Somerville begins with a peek into the life of a young family and their dog. Everyone fell asleep watching TV on the couch, but the curious toddler gets themselves into some inconsequential trouble, forcing the family into their routine. Both the child and dog need to be fed and the kitchen needs to be cleaned, but something feels off. In an explosive moment that truly caught me by surprise, the family is suddenly reckoning with an alien invasion. An intense, often scary adventure kicks off from there. When Somerville hits its highs and fires on all cylinders, it’s a moving spectacle, but unfortunately, technical hiccups and some unclear puzzles hold it back from being truly incredible.
To call a video game an alien invasion story might recall Space Invaders, but Somerville represents something much more intimate and human. The story mainly follows the father of this young family and examines, without any text or dialogue, what the world might look like and how you would survive if everything you knew about Earth instantly changed. You make your way through Somerville by moving along a linear path, solving environmental puzzles, and avoiding instant death at the hands of imposing enemies. By the end, I didn’t know much about the invading force, but I didn’t care because I was only interested in how to stay alive and connected to my family.
After an inciting incident sets the game in motion, the father must leave his home to find safety and take advantage of a strange newfound ability to help solve puzzles and progress. The game’s visuals and audio design are fantastic and mysterious. Bizarre sound effects paint strange explosions in the distance and the occasional light, synth orchestration and unassuming piano pieces are expertly used to punctuate scenes.
The simplistic designs of the characters and environment are striking. The world feels big despite being tangibly small, and there are plenty of moments where the camera looks out toward the horizon to frame a particularly impressive vista. The animation also feels natural and fluid… when it works.
Somerville’s biggest issue is ultimately a functional one that is sometimes easy to look past, but unfortunately, more often, impossible to ignore. Moments of emotional sincerity are undercut when a character blinks out of existence for a moment, or worse, the protagonist gets stuck in geometry while trying to solve a puzzle. I had to restart checkpoints often just to make sure things executed as they should. The bugs were particularly frustrating in the moments where I would think, “I bet that would have looked great… had it animated correctly.”
Those issues also extend to puzzle solving. Grabbing levers and switches is inconsistent and jumping up on ledges – a frequent action – is sometimes harder than it should be. Even without those issues, though, there are some puzzles whose solutions I just didn’t enjoy. An early one, for example, involved carrying an object to a specific spot that I accidentally avoided.
When Somerville is working properly, however, and the story is being delivered as it should, it leads to some of the most memorable moments in the genre.

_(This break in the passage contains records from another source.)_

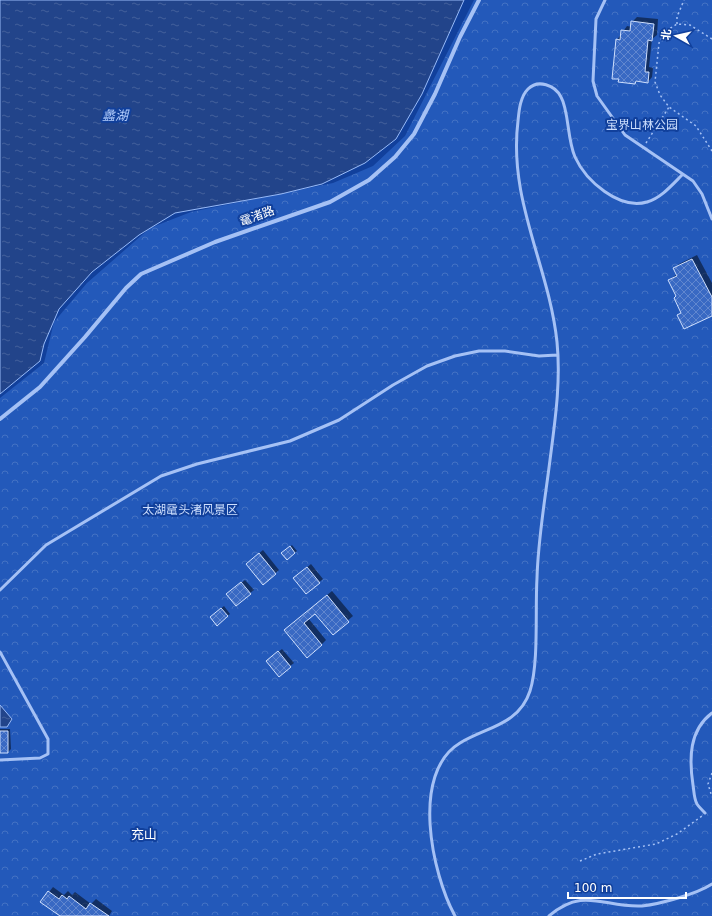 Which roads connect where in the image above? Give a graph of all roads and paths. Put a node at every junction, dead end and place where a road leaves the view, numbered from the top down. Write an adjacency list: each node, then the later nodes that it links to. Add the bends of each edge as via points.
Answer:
1 (479, 0): 12 (street, 鼋渚路, via 414,134 395,157 369,180 330,202 215,242 142,274 126,288 40,387)
2 (605, 0): 7 (lane, via 596,19 593,81 597,96 625,135)
3 (684, 0): 4 (path, via 677,17)
4 (678, 24): 5 (path, via 690,25); 6 (path, via 666,31 659,43 655,82)
5 (712, 39)
6 (668, 107): 7 (path); 8 (path, via 696,126)
7 (643, 148): 9 (lane)
8 (712, 151)
9 (682, 175): 10 (lane, via 693,181 702,194); 11 (lane, via 660,196 646,203 617,200 588,178 576,160 561,97 547,84 539,84 527,90 520,104 516,163 524,210 550,299)
10 (712, 219)
11 (557, 354): 13 (lane, via 539,356 505,351 479,351 455,356 427,366 339,420 290,441 197,464 161,476 46,545); 22 (lane, via 556,409 540,536 531,688 524,706 512,716 459,743 447,753 437,768 431,790 432,841 440,879)
12 (0, 419)
13 (0, 590)
14 (0, 652): 16 (lane, via 48,739 48,754 40,758)
15 (712, 713): 19 (lane, via 696,732 691,748 690,769 696,803)
16 (0, 760)
17 (712, 773): 18 (path, via 708,784)
18 (712, 797)
19 (705, 813): 20 (path, via 677,834 656,844 597,854)
20 (580, 861)
21 (712, 884): 23 (lane, via 668,901 642,906 594,899 576,901 562,905)
22 (454, 916)
23 (549, 916)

The invaders are truly scary. I teared up during at least one emotional moment, and the adventure goes places I never would have predicted and ends in a way that would make Steven Spielberg proud.
My first playthrough with Somerville was rough, but I immediately restarted the game after seeing the credits. There is no incentive to replay. No new game plus, or even added context from a second playthrough – I just wanted to experience the story again and hoped giving it a second shot would make for a more consistent experience. It did work better when I knew exactly what I was doing, but I was disappointed my first playthrough felt like a dress rehearsal.
Somerville is held back by technical shortcomings, but is full of impressive moments worth experiencing with the lights turned low and and your headphones up high. The father’s adventure lingers in my mind as I reflect on what happened, and those memories do ultimately outweigh the technical shortcomings. I hope time will provide improvements to bring the game to where it deserves to be, which is high in the sky alongside the ships of the invading forces.